Copy nothing from the entries below except the lines from the one containing "index pip: (121, 189)" through the one containing "pinky tip: (370, 225)", and copy those exactly.

[[ DATA, beginning ]]

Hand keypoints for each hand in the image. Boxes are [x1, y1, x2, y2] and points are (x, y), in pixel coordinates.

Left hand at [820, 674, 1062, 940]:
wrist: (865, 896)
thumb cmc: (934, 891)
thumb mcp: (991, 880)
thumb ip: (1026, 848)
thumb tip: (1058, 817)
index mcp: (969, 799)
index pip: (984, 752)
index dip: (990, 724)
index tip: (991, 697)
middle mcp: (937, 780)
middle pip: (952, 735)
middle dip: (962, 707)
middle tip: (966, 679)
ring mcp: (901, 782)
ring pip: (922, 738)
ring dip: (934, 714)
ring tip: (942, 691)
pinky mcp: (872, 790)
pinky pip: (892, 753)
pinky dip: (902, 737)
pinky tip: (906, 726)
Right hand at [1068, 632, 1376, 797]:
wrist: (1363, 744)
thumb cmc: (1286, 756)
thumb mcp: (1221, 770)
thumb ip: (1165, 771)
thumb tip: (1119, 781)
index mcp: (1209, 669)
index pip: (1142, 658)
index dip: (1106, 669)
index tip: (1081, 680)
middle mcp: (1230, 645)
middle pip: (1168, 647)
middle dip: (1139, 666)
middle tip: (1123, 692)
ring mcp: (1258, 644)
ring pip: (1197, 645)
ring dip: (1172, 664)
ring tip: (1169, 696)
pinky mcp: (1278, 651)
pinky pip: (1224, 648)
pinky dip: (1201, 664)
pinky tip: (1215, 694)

[[ DATA, end ]]
[[ DATA, beginning ]]

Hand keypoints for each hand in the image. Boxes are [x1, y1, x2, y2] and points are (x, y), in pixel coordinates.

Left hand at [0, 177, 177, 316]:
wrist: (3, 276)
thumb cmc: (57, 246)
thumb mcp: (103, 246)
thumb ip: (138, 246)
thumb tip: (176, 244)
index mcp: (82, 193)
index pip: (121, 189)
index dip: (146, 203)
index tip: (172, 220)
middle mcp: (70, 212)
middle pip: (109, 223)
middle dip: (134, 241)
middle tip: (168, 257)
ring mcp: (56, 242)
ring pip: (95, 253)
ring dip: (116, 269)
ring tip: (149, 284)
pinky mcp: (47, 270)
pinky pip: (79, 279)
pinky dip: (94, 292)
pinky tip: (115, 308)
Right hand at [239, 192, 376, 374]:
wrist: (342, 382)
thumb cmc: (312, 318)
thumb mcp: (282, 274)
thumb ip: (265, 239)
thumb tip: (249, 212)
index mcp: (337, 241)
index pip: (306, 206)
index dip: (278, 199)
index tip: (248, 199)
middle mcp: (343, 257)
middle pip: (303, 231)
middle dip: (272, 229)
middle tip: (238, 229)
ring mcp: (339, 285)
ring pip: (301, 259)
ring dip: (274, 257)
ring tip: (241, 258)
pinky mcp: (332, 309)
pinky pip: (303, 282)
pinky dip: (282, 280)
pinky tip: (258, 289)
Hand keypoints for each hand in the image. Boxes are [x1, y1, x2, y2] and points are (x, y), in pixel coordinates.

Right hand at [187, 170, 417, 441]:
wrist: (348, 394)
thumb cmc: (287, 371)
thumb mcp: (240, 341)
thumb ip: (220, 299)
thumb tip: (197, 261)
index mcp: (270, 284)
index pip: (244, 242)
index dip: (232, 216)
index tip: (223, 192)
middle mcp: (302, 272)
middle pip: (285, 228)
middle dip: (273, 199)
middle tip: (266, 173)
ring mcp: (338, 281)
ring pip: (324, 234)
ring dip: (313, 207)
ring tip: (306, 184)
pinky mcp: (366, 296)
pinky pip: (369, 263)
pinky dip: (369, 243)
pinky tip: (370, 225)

[[ DATA, end ]]

▶ TASK ANSWER:
index pip: (121, 189)
index dip: (146, 203)
index tip: (172, 220)
middle mcp: (70, 212)
middle pip: (109, 223)
middle dip: (134, 241)
middle tip: (168, 257)
ring mcp: (56, 242)
ring pip: (95, 253)
ring dip: (116, 269)
ring tip: (149, 284)
pinky mcp: (47, 270)
pinky pip: (79, 279)
pinky dip: (94, 292)
pinky tip: (115, 308)
Right hand at [239, 192, 376, 374]:
wrist: (342, 382)
thumb cmc: (312, 318)
thumb mcp: (282, 274)
thumb ip: (265, 239)
thumb tip: (249, 212)
index mcp: (337, 241)
index pip: (306, 206)
index dip: (278, 199)
index tip: (248, 199)
middle mcp: (343, 257)
middle pip: (303, 231)
middle dip: (272, 229)
middle tip: (238, 229)
ring mcp: (339, 285)
ring pip: (301, 259)
ring dip: (274, 257)
ring tip: (241, 258)
pinky mcp: (332, 309)
pinky pip: (303, 282)
pinky dip: (282, 280)
pinky tip: (258, 289)
Hand keypoints for each hand in the image. Boxes are [x1, y1, x2, y2] and points are (x, y), in pixel coordinates.

Right hand at [187, 170, 417, 441]:
wrist: (348, 394)
thumb cmc: (287, 371)
thumb mcp: (240, 341)
thumb ip: (220, 299)
thumb tip: (197, 261)
index mcp: (270, 284)
index pip: (244, 242)
index dip: (232, 216)
index tip: (223, 192)
middle mcp: (302, 272)
middle pip: (285, 228)
middle dip: (273, 199)
middle tip: (266, 173)
ring mcp: (338, 281)
ring pip: (324, 234)
ring dip: (313, 207)
ring tip: (306, 184)
pinky mcp: (366, 296)
pinky pip: (369, 263)
pinky dip: (369, 243)
pinky tip: (370, 225)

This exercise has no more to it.